Excerpted data >>
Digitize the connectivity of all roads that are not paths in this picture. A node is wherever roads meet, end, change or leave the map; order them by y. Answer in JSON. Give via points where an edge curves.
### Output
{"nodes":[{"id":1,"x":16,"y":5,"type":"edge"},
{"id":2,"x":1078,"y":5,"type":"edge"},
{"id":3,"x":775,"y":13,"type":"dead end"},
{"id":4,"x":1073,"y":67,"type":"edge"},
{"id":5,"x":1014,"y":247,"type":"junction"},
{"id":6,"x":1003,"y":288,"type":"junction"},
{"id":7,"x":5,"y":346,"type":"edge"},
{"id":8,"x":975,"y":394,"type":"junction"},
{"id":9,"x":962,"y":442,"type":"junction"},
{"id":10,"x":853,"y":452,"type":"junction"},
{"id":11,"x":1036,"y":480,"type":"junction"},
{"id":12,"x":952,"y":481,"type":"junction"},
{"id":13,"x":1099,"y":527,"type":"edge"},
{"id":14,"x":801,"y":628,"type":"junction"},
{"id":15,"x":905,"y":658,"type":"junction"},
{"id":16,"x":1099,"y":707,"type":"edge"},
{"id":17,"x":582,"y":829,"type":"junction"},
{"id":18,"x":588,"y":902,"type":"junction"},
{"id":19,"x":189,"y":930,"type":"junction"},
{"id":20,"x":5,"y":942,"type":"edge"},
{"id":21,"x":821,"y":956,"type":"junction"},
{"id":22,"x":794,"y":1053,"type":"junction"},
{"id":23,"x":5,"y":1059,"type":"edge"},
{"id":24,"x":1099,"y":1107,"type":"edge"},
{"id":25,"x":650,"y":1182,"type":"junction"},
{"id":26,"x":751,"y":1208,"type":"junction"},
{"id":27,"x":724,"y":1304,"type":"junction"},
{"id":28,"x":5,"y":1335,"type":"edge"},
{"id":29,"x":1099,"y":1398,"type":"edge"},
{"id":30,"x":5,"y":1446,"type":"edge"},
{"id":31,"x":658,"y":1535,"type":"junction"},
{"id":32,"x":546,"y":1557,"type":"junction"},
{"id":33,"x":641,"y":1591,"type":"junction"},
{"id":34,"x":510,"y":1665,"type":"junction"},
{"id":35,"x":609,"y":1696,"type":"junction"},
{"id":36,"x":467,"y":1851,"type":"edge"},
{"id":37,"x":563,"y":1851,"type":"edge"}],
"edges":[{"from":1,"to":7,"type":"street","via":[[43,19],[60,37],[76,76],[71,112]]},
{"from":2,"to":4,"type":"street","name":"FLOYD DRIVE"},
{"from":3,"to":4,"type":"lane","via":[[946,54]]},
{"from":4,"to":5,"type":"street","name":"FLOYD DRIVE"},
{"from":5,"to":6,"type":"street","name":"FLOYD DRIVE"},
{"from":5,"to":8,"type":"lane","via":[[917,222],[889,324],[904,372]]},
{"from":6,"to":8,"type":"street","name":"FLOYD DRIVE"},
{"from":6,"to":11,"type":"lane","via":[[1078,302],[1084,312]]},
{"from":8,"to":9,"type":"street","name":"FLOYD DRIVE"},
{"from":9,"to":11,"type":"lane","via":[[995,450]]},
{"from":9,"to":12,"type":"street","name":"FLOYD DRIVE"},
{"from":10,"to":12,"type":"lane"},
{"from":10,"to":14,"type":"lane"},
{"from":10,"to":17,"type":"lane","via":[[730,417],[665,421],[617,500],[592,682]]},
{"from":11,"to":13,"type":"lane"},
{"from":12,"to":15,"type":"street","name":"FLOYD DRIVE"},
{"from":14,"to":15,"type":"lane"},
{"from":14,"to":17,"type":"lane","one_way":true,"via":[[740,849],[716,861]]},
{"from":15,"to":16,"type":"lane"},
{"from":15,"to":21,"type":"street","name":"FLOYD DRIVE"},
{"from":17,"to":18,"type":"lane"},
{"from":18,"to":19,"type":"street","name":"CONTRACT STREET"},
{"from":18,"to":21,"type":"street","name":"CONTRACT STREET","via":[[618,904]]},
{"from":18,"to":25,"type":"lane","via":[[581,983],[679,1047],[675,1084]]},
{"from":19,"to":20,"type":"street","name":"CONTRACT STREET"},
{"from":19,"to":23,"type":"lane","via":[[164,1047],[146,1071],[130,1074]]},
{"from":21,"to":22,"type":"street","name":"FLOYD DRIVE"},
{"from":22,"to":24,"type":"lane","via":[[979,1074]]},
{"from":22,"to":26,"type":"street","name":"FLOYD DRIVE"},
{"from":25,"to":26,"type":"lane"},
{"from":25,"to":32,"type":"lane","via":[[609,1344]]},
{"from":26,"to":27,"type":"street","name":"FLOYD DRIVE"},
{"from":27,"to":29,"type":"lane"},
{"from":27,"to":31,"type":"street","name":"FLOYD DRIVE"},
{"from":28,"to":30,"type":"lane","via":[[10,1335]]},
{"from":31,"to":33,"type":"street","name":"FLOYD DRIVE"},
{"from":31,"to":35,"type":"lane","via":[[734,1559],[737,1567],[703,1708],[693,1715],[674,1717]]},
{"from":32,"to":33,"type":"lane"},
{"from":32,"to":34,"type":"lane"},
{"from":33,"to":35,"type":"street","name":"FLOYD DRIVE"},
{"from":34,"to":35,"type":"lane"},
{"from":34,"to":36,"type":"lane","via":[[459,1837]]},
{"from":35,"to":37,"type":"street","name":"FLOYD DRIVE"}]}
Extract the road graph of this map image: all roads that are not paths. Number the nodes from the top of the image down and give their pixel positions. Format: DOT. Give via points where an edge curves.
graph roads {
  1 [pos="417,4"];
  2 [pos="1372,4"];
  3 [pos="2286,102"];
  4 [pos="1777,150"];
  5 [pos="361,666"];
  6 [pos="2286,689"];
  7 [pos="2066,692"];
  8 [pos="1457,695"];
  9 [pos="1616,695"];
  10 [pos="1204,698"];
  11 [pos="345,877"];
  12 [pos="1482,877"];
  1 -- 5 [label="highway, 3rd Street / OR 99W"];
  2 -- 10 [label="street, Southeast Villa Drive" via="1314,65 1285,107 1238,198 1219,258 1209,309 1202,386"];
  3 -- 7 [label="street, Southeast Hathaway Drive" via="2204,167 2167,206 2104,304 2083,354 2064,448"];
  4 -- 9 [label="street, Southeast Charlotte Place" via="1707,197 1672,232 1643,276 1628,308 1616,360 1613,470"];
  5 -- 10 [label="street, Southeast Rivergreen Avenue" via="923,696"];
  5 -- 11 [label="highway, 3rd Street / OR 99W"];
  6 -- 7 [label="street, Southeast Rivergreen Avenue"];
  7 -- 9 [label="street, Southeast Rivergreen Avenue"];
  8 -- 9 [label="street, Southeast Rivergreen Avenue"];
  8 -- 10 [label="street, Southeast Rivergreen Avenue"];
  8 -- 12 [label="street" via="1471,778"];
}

What is being asked >> The job here is to find each line above with the word "this" and copy it.

Solved problem >>
Digitize the connectivity of all roads that are not paths in this picture. A node is wherever roads meet, end, change or leave the map; order them by y. Answer in JSON. Give via points where an edge curves.
Extract the road graph of this map image: all roads that are not paths. Number the nodes from the top of the image down and give their pixel positions. Format: DOT. Give via points where an edge curves.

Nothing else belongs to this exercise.